What’s up with that inevitable late-night chicken nugget run? According to a study published Tuesday in Nature Communications, it’s possible that alcohol actually activates the brain cells that cue your body to chow down. The new research was done in mice, not humans, so for now the connection is purely speculative. But researchers are eager to confirm that the same mechanism exists in humans.

Researchers at the Francis Crick Institute in London subjected lab mice—both male and female, to check for any differences related to sex—to a three-day bender, injecting their stomachs with the equivalent of a couple bottles of wine each day. They ate more than the sober control group did, especially on day two (maybe the hangover was starting to hit them by day three; the scientists didn’t ask).

Once they’d established that mice, like humans, overindulge while overindulging, the researchers investigated agouti-related protein (Agrp) neurons. They’re an integral part of the mouse brain’s feeding circuit: when they’re activated, a mouse is driven to eat, and when they’re deactivated a mouse stops eating. The researchers saw that alcohol inspired electrical activity in these neurons, at least in slices of mouse brain sitting in Petri dishes. And when they suppressed Agrp activity in mice, ethanol intake was no longer a significant factor in determining how much the rodents ate.

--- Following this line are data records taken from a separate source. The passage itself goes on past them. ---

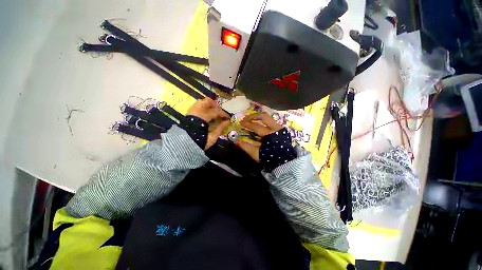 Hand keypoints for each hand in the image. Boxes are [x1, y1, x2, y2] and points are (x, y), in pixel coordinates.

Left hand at [187, 98, 229, 149]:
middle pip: (207, 102)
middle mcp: (197, 111)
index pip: (215, 112)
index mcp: (203, 117)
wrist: (184, 145)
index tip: (228, 117)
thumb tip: (227, 121)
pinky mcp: (188, 113)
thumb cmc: (200, 141)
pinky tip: (207, 113)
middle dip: (216, 106)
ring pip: (201, 102)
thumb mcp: (212, 137)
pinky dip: (204, 107)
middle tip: (220, 112)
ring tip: (214, 111)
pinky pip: (197, 105)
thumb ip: (220, 128)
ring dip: (209, 105)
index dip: (223, 114)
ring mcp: (191, 111)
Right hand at [237, 112, 282, 161]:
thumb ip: (246, 147)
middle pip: (264, 116)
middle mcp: (276, 128)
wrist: (285, 163)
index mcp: (270, 134)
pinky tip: (259, 125)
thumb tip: (236, 141)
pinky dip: (263, 122)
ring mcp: (280, 128)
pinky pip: (271, 122)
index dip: (247, 124)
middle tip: (246, 118)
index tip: (241, 123)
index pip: (256, 126)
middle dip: (253, 116)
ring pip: (269, 118)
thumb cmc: (270, 158)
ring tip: (251, 120)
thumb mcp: (256, 154)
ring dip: (259, 118)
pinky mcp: (282, 130) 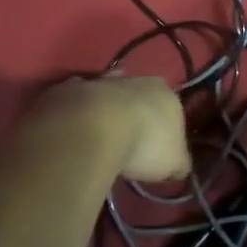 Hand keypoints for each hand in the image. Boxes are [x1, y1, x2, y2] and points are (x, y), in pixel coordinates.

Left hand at [29, 73, 190, 183]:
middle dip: (135, 113)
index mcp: (165, 93)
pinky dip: (76, 114)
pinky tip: (73, 133)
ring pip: (106, 93)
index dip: (165, 129)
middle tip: (129, 142)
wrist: (91, 129)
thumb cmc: (142, 144)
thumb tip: (178, 167)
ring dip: (104, 109)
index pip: (171, 109)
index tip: (157, 150)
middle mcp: (135, 79)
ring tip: (98, 137)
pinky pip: (76, 102)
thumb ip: (179, 162)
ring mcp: (99, 81)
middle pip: (139, 96)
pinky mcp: (67, 89)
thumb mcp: (174, 163) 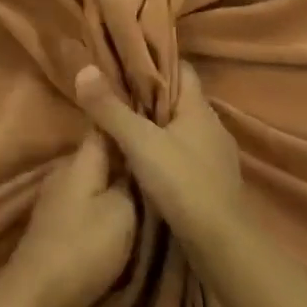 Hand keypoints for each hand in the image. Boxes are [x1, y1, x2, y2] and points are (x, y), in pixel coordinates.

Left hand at [0, 133, 135, 306]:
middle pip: (98, 155)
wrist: (37, 296)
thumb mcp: (122, 213)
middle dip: (123, 156)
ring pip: (92, 180)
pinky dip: (102, 204)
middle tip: (156, 159)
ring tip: (144, 187)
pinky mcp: (55, 225)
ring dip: (113, 183)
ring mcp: (56, 199)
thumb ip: (130, 184)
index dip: (124, 119)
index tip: (150, 120)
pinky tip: (120, 216)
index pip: (103, 126)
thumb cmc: (84, 248)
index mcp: (80, 161)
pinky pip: (85, 203)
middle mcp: (64, 172)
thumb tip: (133, 165)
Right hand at [75, 64, 244, 252]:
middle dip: (151, 95)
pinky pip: (186, 154)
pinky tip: (147, 162)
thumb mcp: (139, 142)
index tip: (127, 60)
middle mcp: (213, 126)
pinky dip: (167, 152)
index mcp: (199, 108)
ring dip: (158, 127)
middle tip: (117, 92)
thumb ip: (110, 108)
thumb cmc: (183, 182)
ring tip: (126, 125)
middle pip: (179, 99)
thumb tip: (84, 70)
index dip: (156, 62)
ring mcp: (216, 156)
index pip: (181, 69)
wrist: (222, 245)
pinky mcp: (214, 183)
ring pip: (182, 129) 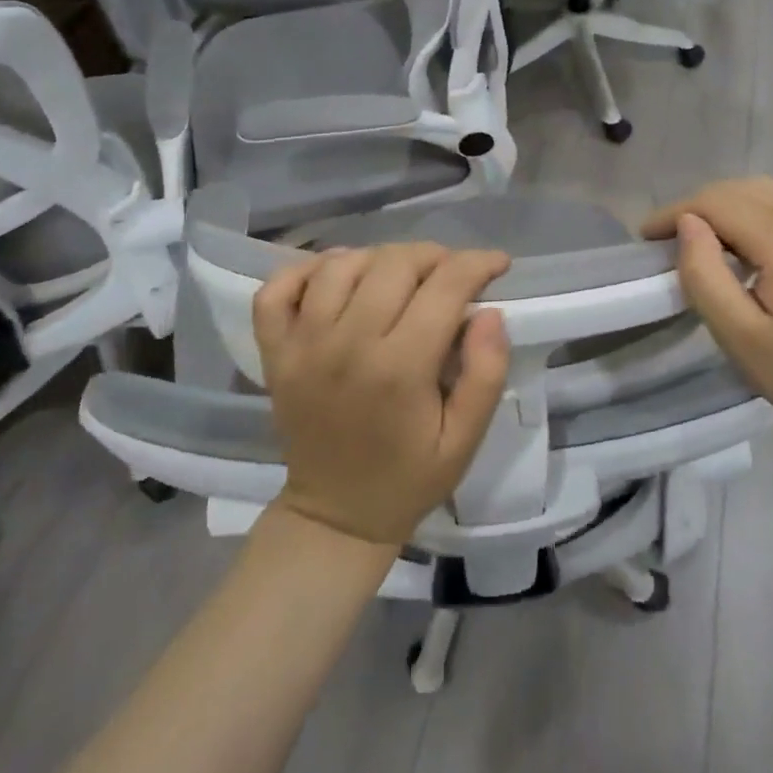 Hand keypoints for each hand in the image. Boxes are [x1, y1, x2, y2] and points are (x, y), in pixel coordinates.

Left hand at [254, 243, 512, 545]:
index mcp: (399, 369)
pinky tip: (336, 276)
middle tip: (451, 274)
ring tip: (400, 275)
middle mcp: (346, 345)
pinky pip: (278, 288)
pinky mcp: (275, 352)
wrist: (335, 515)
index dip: (477, 264)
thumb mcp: (466, 439)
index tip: (497, 263)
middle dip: (434, 256)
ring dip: (379, 258)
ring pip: (341, 265)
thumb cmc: (409, 477)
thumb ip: (486, 374)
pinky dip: (306, 269)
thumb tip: (490, 313)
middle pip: (393, 264)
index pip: (444, 287)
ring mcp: (302, 346)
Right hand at [642, 178, 772, 454]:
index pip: (716, 202)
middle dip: (695, 205)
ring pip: (764, 192)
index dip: (674, 212)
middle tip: (665, 240)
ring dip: (724, 205)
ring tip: (698, 239)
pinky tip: (740, 244)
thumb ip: (705, 274)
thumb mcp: (740, 335)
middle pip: (739, 189)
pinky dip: (751, 211)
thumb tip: (687, 224)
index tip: (643, 237) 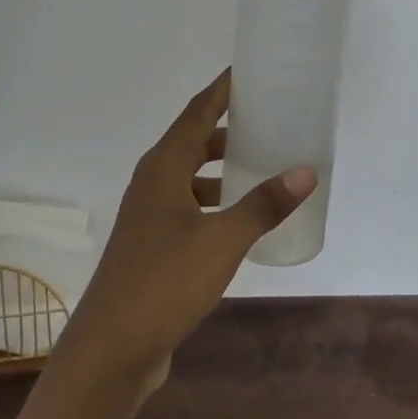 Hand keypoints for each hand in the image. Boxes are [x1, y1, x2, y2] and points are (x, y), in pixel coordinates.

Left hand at [57, 70, 315, 398]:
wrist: (112, 347)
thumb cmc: (164, 282)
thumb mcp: (222, 240)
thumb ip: (263, 205)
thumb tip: (305, 170)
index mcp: (163, 167)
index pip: (197, 111)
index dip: (223, 89)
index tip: (251, 71)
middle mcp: (153, 181)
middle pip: (193, 140)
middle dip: (228, 128)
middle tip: (269, 120)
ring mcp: (150, 214)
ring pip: (191, 176)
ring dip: (221, 168)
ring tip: (262, 166)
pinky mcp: (153, 243)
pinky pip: (189, 206)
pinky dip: (215, 201)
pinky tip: (240, 219) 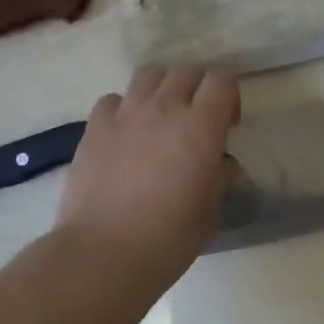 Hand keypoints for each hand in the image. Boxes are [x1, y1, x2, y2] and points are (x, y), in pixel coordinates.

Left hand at [54, 65, 239, 288]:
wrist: (103, 253)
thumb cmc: (167, 240)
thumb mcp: (210, 213)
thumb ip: (219, 178)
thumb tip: (220, 162)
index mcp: (201, 127)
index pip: (222, 81)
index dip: (228, 97)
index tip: (226, 125)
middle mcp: (165, 108)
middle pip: (186, 71)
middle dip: (197, 88)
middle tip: (195, 119)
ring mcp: (126, 113)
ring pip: (149, 74)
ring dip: (161, 87)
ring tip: (159, 116)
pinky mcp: (95, 125)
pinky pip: (113, 99)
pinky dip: (123, 108)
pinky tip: (124, 133) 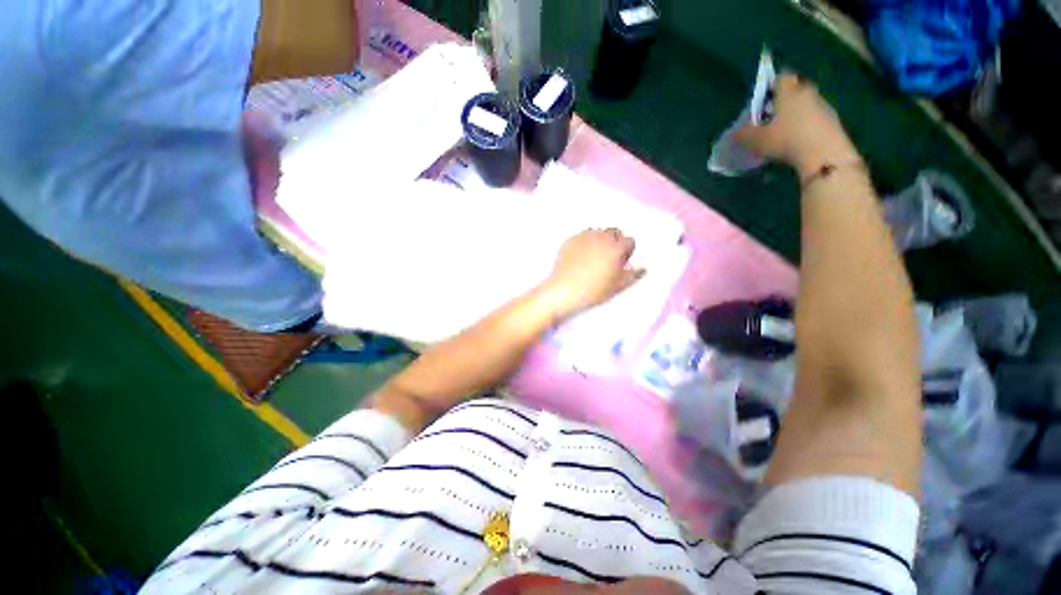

Further work is needed to show that the exact same thing happens in humans, but it’s pretty plausible: we have the same hunger-influencing Agrp circuitry that mice do. “I don’t doubt that Agrp neurons are activated in humans,” study author Sarah Cains told Scientific American, “and that’s why you see this effect.”

This isn’t the first time scientists have tried to tackle the dastardly drunchies (known in more elegant circles as the “apéritif effect”). One study found that drunk subjects—actual humans, this time—simply found food tastier across the board than their sober comrades did. It’s also possible that alcohol causes weird blood sugar fluctuations that leave you craving some less confusing calories. And we all know that a few drinks can lower quite a few of your inhibitions, which obviously makes you more likely to binge eat with abandon. Like all human behaviors, alcohol-induced binge eating is almost certainly the result of a whole mess of cultural influences and evolutionary accidents.